Located on the Susquehanna River about 10 miles outside Harrisburg, Three Mile Island’s Unit 2 reactor went online in December 1978 — four years after Unit 1 started producing power. Three months later, on March 28, 1979, Unit 2′s partial meltdown started after a ”malfunction….caused a slight leakage of radiation into the atmosphere,” according to an Inquirer report from the time.

That malfunction caused a shutdown of the facility, which was evacuated. State officials learned of the incident hours later, prompting them to declare a “general emergency” — the first ever at a nuclear reactor, the Inquirer reported.

Lt. Gov. William Scranton called the incident “minor” in its immediate aftermath, but later told reporters that the situation was more complex than representatives from the plant’s then-operator, Metropolitan Edison, led officials to believe. Officials would later report that people living within five to 10 miles of the plant were potentially exposed to about 10 times as much radiation as Met Ed officials estimated.

Officials at the time indicated that a total meltdown was not likely, and there was no “imminent danger” of a public health threat, the Daily News reported. However, the formation of a “hydrogen bubble” threatened the possibility of a total meltdown — but that was avoided after the bubble began shrinking.

There were no reported deaths or injuries, but more than 140,000 people temporarily evacuated the area, according to Popular Mechanics.

What happened during the Three Mile Island cleanup?

In the wake of the partial meltdown, the Bechtel Corporation began leading a billion-dollar cleanup of the Unit 2 reactor. A senior startup engineer, Richard Parks, however, became a whistleblower, alleging that the company and plant operator were taking safety shortcuts.

Parks would go on to work with the Government Accountability Project to file a 56-page affidavit with the U.S. Department of Labor detailing the alleged safety issues. Central to the allegations, The Inquirer reported in 1983, were Parks’ concerns over a piece of equipment at the top of the reactor that would be used in the cleanup. The issue, Parks said, was that the equipment was damaged during the accident, and needed to be refurbished and tested to ensure its safety — and that he had been harassed by the company and relieved from a number of duties for his concern.

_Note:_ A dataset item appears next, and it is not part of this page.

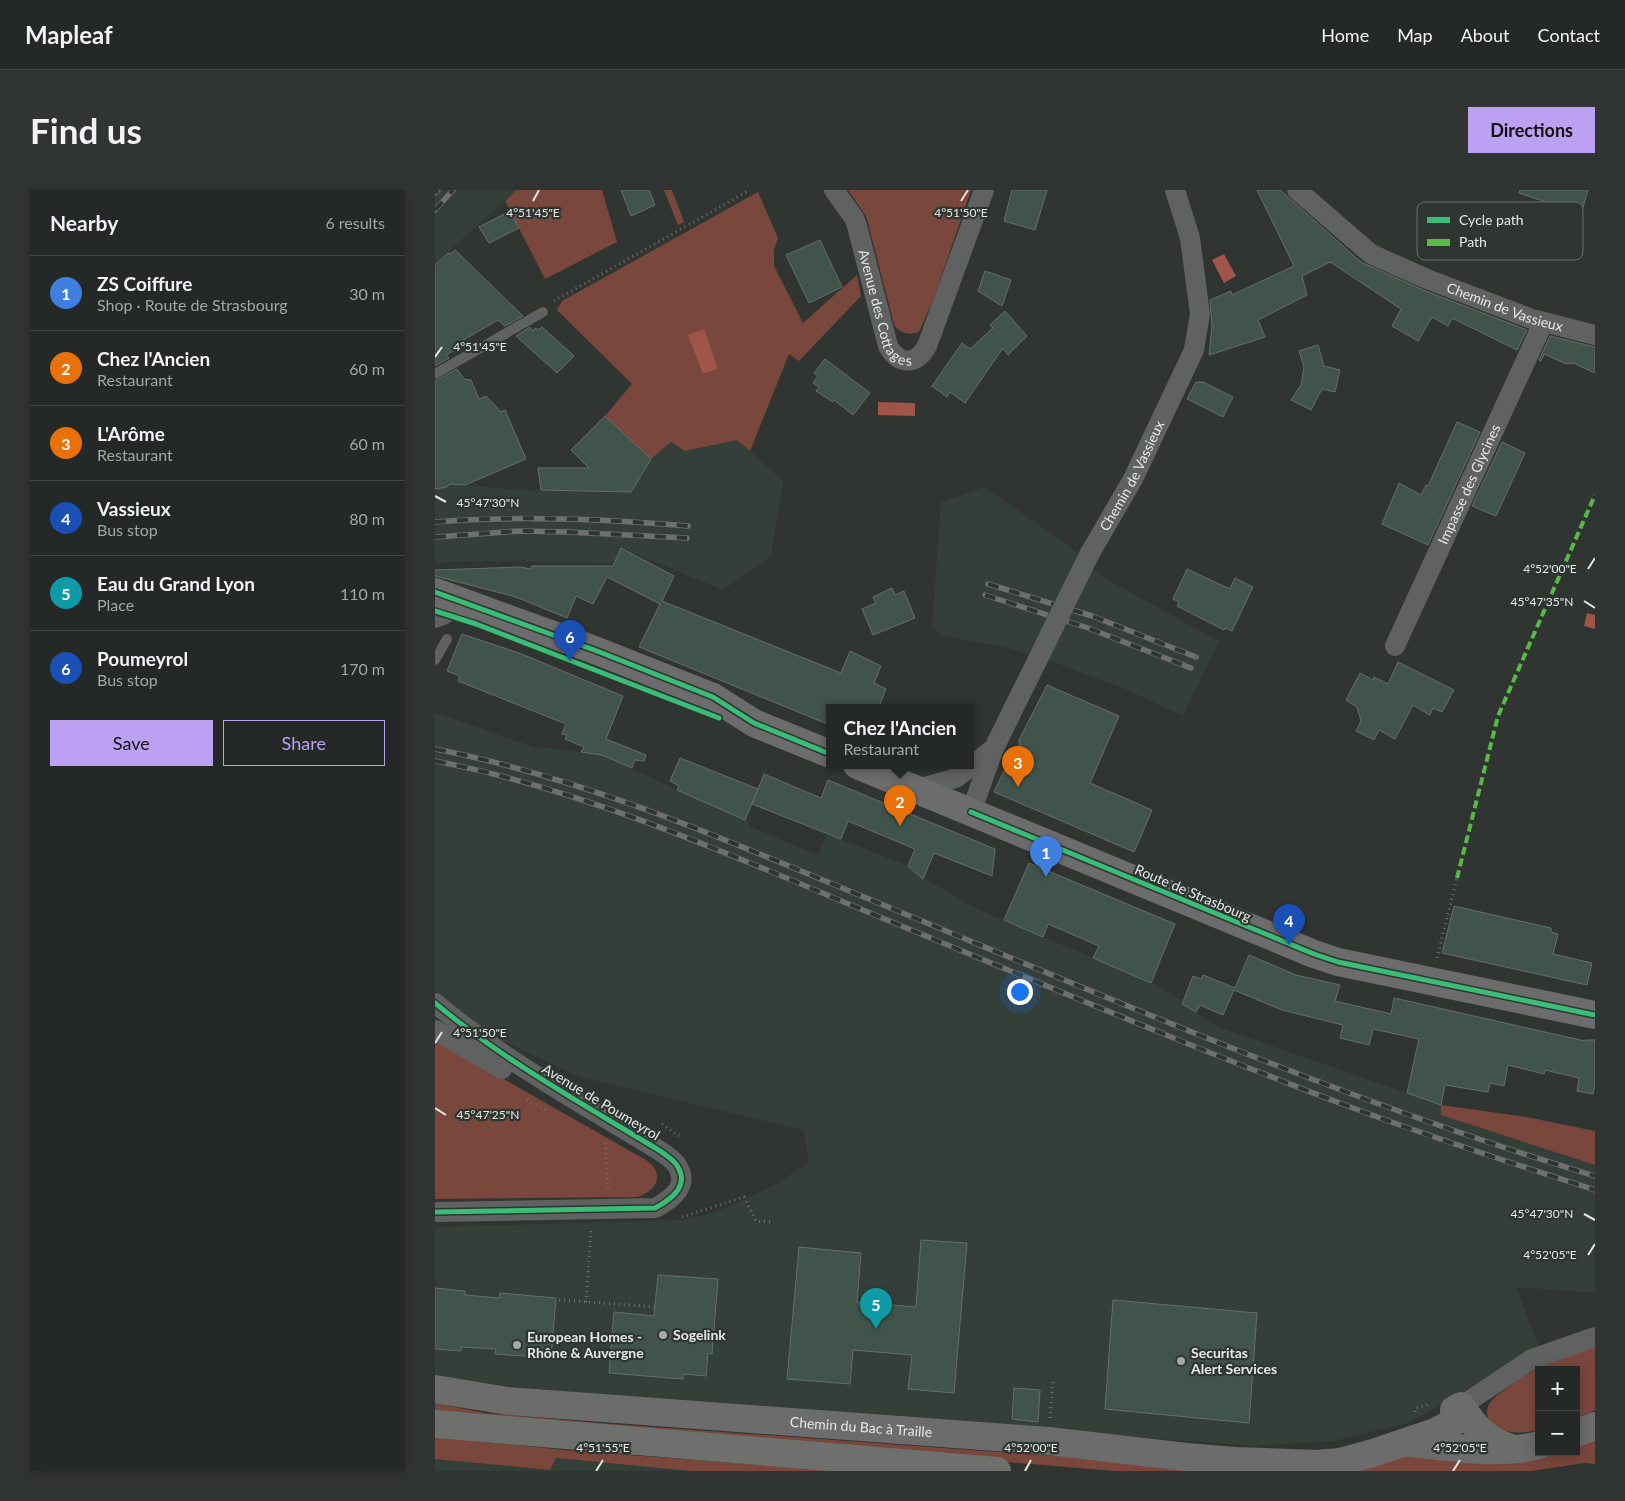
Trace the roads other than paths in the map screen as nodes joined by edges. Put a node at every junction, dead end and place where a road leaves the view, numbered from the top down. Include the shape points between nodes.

In November 1983, a federal grand jury accused Met Ed of falsifying tests showing whether excessive water was leaking from the cooling system, and systematically destroying records of those tests. Ultimately, Met Ed pleaded guilty to falsifying records, and was ordered to pay a $45,000 fine and create a $1 million fund to help clean up the plant.

In 2019, EnergySolutions Inc. announced that it would acquire Unit 2 in order to decommission and dismantle it — a process that remains ongoing. TMI-2 Solutions, a subsidiary of the company, estimates that the process will be complete by 2038.

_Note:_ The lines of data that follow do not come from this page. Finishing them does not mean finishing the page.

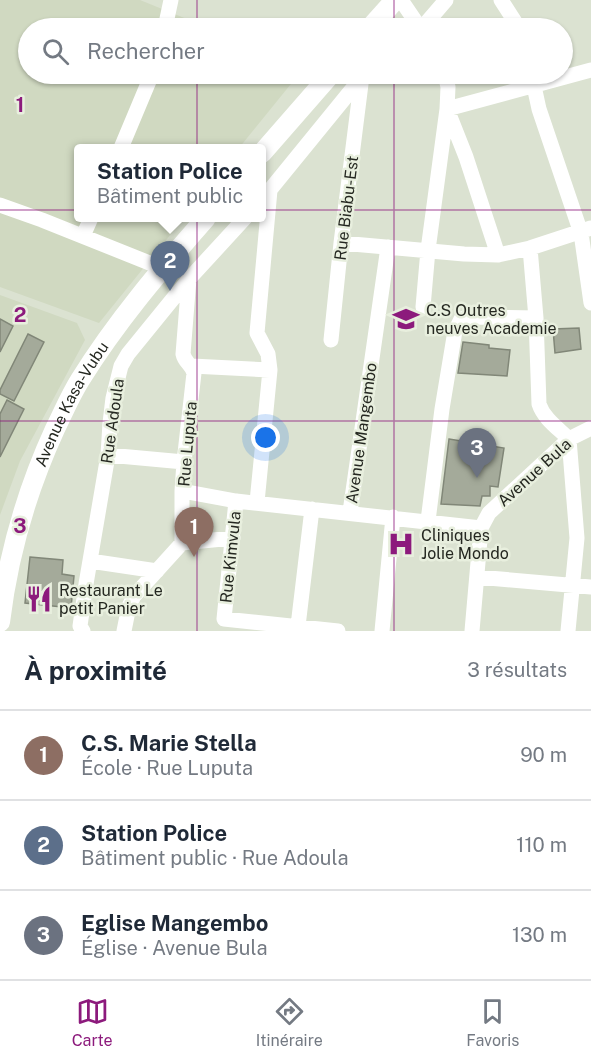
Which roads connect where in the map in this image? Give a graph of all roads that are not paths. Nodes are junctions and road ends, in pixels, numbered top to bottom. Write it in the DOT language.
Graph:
graph roads {
  1 [pos="395,0"];
  2 [pos="401,0"];
  3 [pos="446,0"];
  4 [pos="501,0"];
  5 [pos="169,1"];
  6 [pos="166,18"];
  7 [pos="379,18"];
  8 [pos="414,18"];
  9 [pos="430,18"];
  10 [pos="513,18"];
  11 [pos="591,70"];
  12 [pos="573,73"];
  13 [pos="148,84"];
  14 [pos="322,84"];
  15 [pos="357,84"];
  16 [pos="363,84"];
  17 [pos="447,84"];
  18 [pos="523,84"];
  19 [pos="536,84"];
  20 [pos="447,109"];
  21 [pos="123,144"];
  22 [pos="266,147"];
  23 [pos="266,195"];
  24 [pos="0,205"];
  25 [pos="89,222"];
  26 [pos="202,222"];
  27 [pos="241,222"];
  28 [pos="264,222"];
  29 [pos="586,231"];
  30 [pos="83,236"];
  31 [pos="341,243"];
  32 [pos="387,247"];
  33 [pos="530,248"];
  34 [pos="428,250"];
  35 [pos="498,255"];
  36 [pos="162,268"];
  37 [pos="189,279"];
  38 [pos="591,303"];
  39 [pos="423,307"];
  40 [pos="536,318"];
  41 [pos="331,340"];
  42 [pos="192,366"];
  43 [pos="270,370"];
  44 [pos="591,428"];
  45 [pos="570,439"];
  46 [pos="108,455"];
  47 [pos="184,462"];
  48 [pos="182,491"];
  49 [pos="236,501"];
  50 [pos="257,502"];
  51 [pos="312,509"];
  52 [pos="350,512"];
  53 [pos="393,517"];
  54 [pos="428,522"];
  55 [pos="481,528"];
  56 [pos="233,538"];
  57 [pos="182,543"];
  58 [pos="90,561"];
  59 [pos="158,571"];
  60 [pos="477,576"];
  61 [pos="573,585"];
  62 [pos="591,587"];
  63 [pos="2,597"];
  64 [pos="0,622"];
  65 [pos="298,626"];
  66 [pos="83,631"];
  67 [pos="124,631"];
  68 [pos="338,631"];
  69 [pos="382,631"];
  70 [pos="472,631"];
  71 [pos="568,631"];
  1 -- 7 [label="main road"];
  2 -- 8 [label="street"];
  3 -- 9 [label="street"];
  4 -- 10 [label="street"];
  5 -- 6 [label="street"];
  11 -- 12 [label="street"];
  13 -- 21 [label="street"];
  14 -- 22 [label="main road"];
  15 -- 23 [label="street"];
  16 -- 31 [label="street, Rue Biabu-Est"];
  17 -- 20 [label="street"];
  18 -- 20 [label="street"];
  19 -- 29 [label="street"];
  20 -- 34 [label="street"];
  20 -- 35 [label="street"];
  24 -- 30 [label="street"];
  25 -- 30 [label="street"];
  26 -- 36 [label="main road, Avenue Kasa-Vubu"];
  27 -- 37 [label="street, Rue Adoula"];
  28 -- 43 [label="street, Rue Kimvula"];
  29 -- 33 [label="street"];
  29 -- 38 [label="street"];
  30 -- 36 [label="street"];
  31 -- 32 [label="street"];
  31 -- 41 [label="street, Rue Biabu-Est"];
  32 -- 34 [label="street"];
  32 -- 52 [label="street, Avenue Mangembo"];
  33 -- 35 [label="street"];
  33 -- 40 [label="street"];
  34 -- 35 [label="street"];
  34 -- 39 [label="street"];
  36 -- 63 [label="main road, Avenue Kasa-Vubu"];
  37 -- 42 [label="street, Rue Luputa"];
  37 -- 46 [label="street, Rue Adoula"];
  40 -- 45 [label="street"];
  40 -- 54 [label="street"];
  42 -- 43 [label="street"];
  42 -- 47 [label="street, Rue Luputa"];
  43 -- 50 [label="street, Rue Kimvula"];
  44 -- 45 [label="street, Avenue Bula"];
  45 -- 55 [label="street, Avenue Bula"];
  45 -- 61 [label="street"];
  46 -- 47 [label="street"];
  46 -- 58 [label="street, Rue Adoula"];
  47 -- 48 [label="street, Rue Luputa"];
  48 -- 49 [label="street"];
  48 -- 57 [label="street, Rue Luputa"];
  49 -- 50 [label="street"];
  49 -- 56 [label="street, Rue Kimvula"];
  50 -- 51 [label="street"];
  51 -- 52 [label="street"];
  51 -- 65 [label="street"];
  52 -- 53 [label="street"];
  53 -- 54 [label="street"];
  53 -- 69 [label="street"];
  54 -- 55 [label="street"];
  55 -- 60 [label="street"];
  56 -- 57 [label="street"];
  56 -- 65 [label="street, Rue Kimvula"];
  57 -- 59 [label="street"];
  58 -- 59 [label="street"];
  58 -- 66 [label="street, Rue Adoula"];
  59 -- 67 [label="street"];
  60 -- 61 [label="street"];
  60 -- 70 [label="street"];
  61 -- 62 [label="street"];
  61 -- 71 [label="street"];
  63 -- 64 [label="main road, Avenue Kasa-Vubu"];
  65 -- 68 [label="street"];
}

What happened to Three Mile Island’s Unit 1?

Unit 1 was not taken out during Unit 2′s 1979 partial meltdown. In fact, it remained operational for decades, providing power to some 830,000 homes throughout its run.

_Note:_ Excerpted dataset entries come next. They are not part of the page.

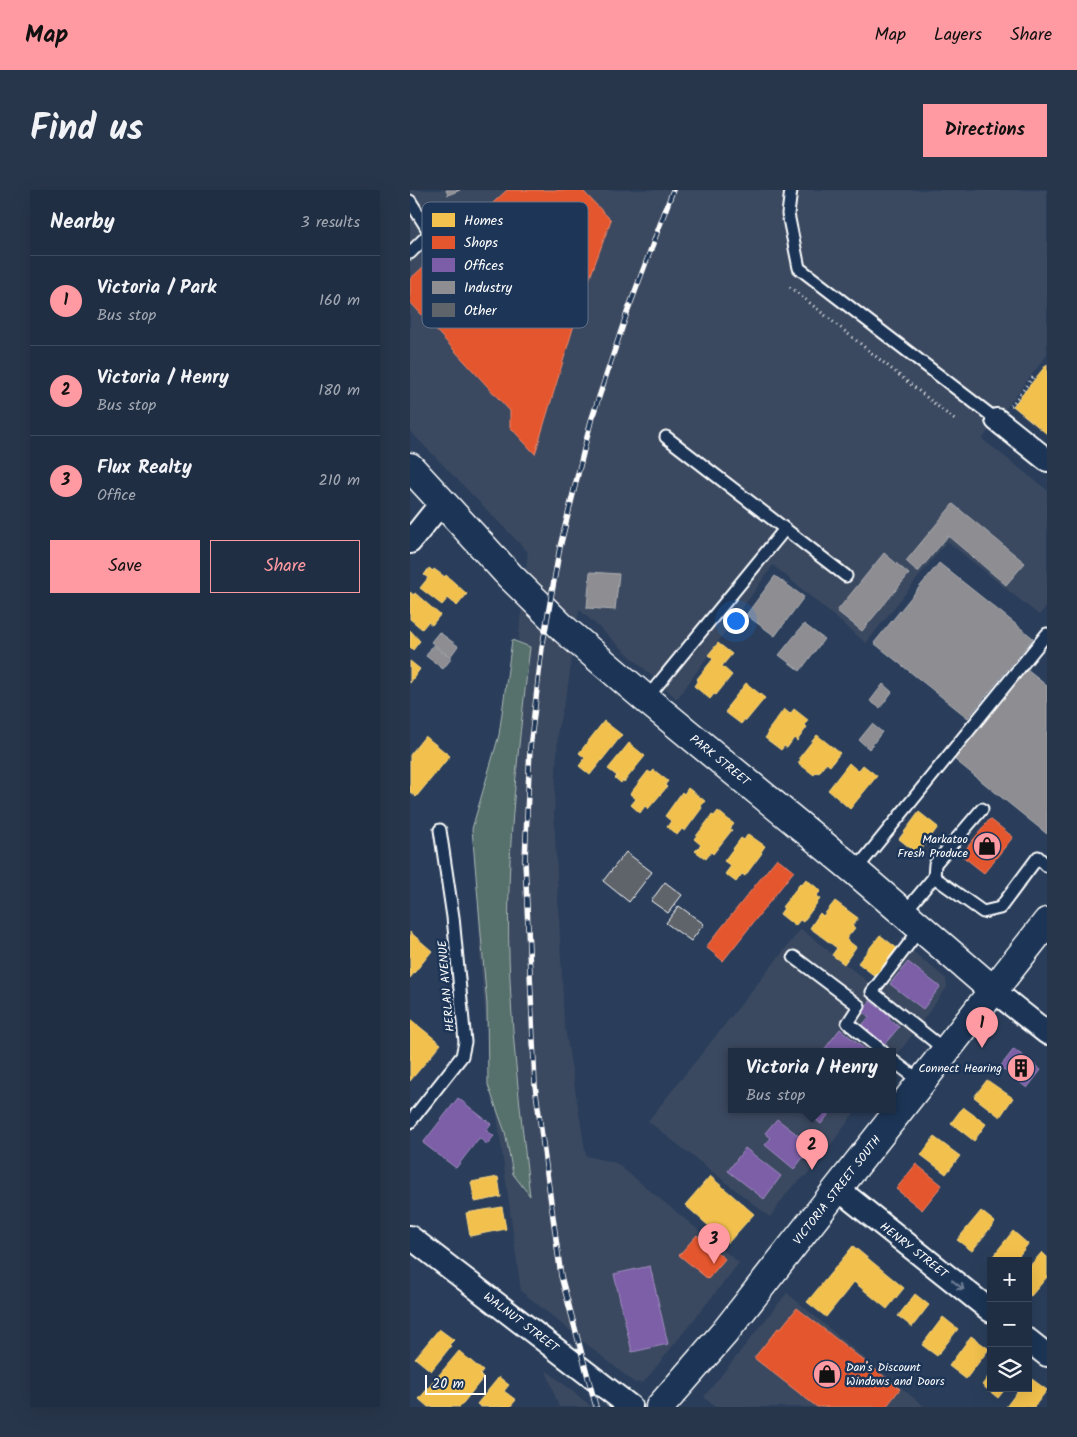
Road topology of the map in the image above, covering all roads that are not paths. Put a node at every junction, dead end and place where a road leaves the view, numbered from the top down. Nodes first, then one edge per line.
1 (791, 190) edge
2 (410, 201) edge
3 (422, 221) edge
4 (422, 242) edge
5 (410, 253) edge
6 (1002, 415) joint
7 (666, 436) dead end
8 (1047, 460) edge
9 (410, 467) edge
10 (442, 502) junction
11 (785, 529) junction
12 (410, 542) edge
13 (846, 576) dead end
14 (1047, 634) edge
15 (646, 700) junction
16 (982, 809) dead end
17 (440, 830) dead end
18 (1047, 866) edge
19 (855, 871) junction
20 (934, 877) junction
21 (913, 920) junction
22 (1047, 922) edge
23 (794, 957) dead end
24 (993, 990) junction
25 (872, 992) junction
26 (860, 1006) junction
27 (1047, 1033) edge
28 (878, 1048) edge
29 (945, 1050) junction
30 (896, 1063) edge
31 (921, 1082) junction
32 (410, 1122) edge
33 (838, 1189) junction
34 (410, 1237) edge
35 (987, 1307) edge
36 (1032, 1343) edge
37 (1047, 1355) edge
38 (665, 1405) edge
39 (631, 1407) edge

1 - 6 lane
2 - 3 lane
4 - 5 lane
6 - 8 street
7 - 11 lane
9 - 10 street, PARK STREET
10 - 12 street
10 - 15 street, PARK STREET
11 - 13 lane
11 - 15 lane
14 - 19 lane
15 - 19 street, PARK STREET
16 - 20 lane
17 - 32 lane, HERLAN AVENUE
18 - 20 lane
19 - 21 street, PARK STREET
20 - 21 lane
21 - 24 street, PARK STREET
21 - 25 lane
22 - 24 street, VICTORIA STREET SOUTH
23 - 26 lane
24 - 27 street, PARK STREET
24 - 29 street, VICTORIA STREET SOUTH
25 - 26 lane
25 - 29 lane
26 - 28 lane
29 - 31 street, VICTORIA STREET SOUTH
30 - 31 lane
31 - 33 street, VICTORIA STREET SOUTH
33 -> 35 street, HENRY STREET
33 - 38 street, VICTORIA STREET SOUTH
34 - 39 street, WALNUT STREET
36 - 37 street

But that run came to an end on Sept. 20, 2019, when Unit 1 was finally disconnected from the power grid after 45 years in operation. Its closure wasn’t a surprise — the plant’s owner, then known as Exelon, had announced in 2017 that it would shut down the reactor.

At the time, the company said a shutdown was imminent unless the Pennsylvania legislature rescued the state’s nuclear industry, which was struggling to compete amid electricity prices driven down amid newfound natural-gas resources. In the five years before the impending closure was announced, Exelon said, Unit 1 had lost more than $300 million, despite being one of its most efficient units.

“We’re not going to be able to cost-cut ourselves out of this situation we’re in,” David Fein, an Exelon Corp. vice president for state government affairs, told The Inquirer in 2017. “There needs to be some policy changes to address the market flaws and market challenges we’re seeing.”

That change, however, never came.

Today, the decommissioning of Unit 1 remains in process. If the reactor isn’t restarted, that effort is expected to cost an estimated $1.2 billion in total. And it wouldn’t be completed for roughly 60 years, with a projected finish date sometime in 2079, The Inquirer reported.